When It's Cold Outside, Is it Better To Stand, Walk, or Run to Keep Warm?

While waiting for the bus in the dead of winter, you’ve probably wondered if taking a run around the block would help you battle the freezing cold. After all, your body generates heat and warms up when you exercise, right? It turns out that strategy has some merit, but only at certain speeds.


Minute Physics crunched the numbers, and while there are countless variables that factor in to someone feeling warm or cold (the temperature, precipitation, altitude, etc.), they came to some interesting conclusions.

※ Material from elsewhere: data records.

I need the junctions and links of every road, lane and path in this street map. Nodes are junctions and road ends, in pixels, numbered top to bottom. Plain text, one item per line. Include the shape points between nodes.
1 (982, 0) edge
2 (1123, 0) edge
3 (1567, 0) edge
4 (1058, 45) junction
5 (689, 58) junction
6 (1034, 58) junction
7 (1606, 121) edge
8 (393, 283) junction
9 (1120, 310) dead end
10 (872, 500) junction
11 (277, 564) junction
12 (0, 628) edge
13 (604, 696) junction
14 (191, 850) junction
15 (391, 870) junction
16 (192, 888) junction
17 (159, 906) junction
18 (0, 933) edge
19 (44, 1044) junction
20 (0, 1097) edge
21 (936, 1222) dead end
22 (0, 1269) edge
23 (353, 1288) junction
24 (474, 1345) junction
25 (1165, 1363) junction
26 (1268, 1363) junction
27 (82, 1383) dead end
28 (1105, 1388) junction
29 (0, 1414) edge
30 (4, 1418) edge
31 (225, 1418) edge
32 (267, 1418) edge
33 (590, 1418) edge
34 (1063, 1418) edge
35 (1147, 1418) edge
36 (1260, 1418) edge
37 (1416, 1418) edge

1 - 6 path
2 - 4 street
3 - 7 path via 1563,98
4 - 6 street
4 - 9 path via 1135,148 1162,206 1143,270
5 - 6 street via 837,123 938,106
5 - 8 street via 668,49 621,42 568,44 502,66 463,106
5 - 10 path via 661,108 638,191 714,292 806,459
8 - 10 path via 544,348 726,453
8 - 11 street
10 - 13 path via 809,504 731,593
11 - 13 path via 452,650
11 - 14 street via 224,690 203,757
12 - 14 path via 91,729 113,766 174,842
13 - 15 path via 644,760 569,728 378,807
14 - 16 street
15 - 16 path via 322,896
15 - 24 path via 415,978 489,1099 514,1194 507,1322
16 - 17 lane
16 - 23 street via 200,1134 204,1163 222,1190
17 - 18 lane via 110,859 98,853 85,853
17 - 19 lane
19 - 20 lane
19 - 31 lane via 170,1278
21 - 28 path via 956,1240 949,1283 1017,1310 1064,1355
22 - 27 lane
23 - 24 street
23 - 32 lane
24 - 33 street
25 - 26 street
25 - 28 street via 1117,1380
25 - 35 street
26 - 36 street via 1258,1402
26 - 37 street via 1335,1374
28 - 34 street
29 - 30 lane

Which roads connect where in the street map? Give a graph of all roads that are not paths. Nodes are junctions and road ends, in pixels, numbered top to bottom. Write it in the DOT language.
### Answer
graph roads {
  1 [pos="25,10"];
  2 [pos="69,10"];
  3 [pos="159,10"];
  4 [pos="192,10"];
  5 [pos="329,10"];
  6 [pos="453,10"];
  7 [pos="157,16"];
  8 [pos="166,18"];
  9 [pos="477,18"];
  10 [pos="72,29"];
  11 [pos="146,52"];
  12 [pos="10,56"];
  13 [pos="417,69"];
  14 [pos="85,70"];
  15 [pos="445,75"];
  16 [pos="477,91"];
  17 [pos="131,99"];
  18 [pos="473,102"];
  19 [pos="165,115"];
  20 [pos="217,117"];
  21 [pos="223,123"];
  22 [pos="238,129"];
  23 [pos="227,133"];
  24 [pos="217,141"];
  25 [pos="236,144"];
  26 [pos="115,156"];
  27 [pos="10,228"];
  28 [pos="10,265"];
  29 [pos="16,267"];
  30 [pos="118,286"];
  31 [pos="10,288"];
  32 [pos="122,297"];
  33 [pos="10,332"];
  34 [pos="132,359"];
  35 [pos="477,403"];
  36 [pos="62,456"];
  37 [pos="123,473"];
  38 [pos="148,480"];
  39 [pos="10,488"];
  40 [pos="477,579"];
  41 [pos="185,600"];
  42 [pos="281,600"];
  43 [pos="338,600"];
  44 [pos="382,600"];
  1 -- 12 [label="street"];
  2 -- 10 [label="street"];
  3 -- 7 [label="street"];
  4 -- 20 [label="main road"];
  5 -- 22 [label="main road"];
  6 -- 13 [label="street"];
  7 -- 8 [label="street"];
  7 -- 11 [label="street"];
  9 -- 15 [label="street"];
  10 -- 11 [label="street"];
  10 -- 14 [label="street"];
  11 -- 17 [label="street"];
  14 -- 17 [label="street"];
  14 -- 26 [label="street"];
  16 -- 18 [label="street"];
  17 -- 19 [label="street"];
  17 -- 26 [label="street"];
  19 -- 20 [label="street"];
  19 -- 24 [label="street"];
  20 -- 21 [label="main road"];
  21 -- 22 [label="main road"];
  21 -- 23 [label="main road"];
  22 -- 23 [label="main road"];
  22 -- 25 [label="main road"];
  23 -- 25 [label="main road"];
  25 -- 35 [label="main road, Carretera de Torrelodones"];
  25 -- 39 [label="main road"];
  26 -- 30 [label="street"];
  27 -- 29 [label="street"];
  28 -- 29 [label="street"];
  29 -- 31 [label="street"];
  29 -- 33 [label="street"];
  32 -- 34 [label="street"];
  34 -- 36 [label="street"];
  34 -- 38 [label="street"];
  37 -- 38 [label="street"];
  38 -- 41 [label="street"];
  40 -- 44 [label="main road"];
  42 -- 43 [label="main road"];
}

When standing still, the heat your body loses also forms a warm protective layer around you, which serves to slow down heat loss. When you start running, the air strips this layer of warmth away, but at the same time your body starts producing additional heat as you burn calories.

According to Minute Physics’ math, if you found yourself standing completely naked outside when the temperature hit 32 degrees Fahrenheit—the freezing point—the minimal speed you’d need to run to feel warmer than just standing still is 12 miles per hour. That’s the equivalent of running a five-minute mile. But since most of us dress appropriately for the weather, minimizing areas of bare skin when it’s cold out, in reality you’d probably only have to run about four miles per hour—a brisk walk—to feel warmer than just standing still.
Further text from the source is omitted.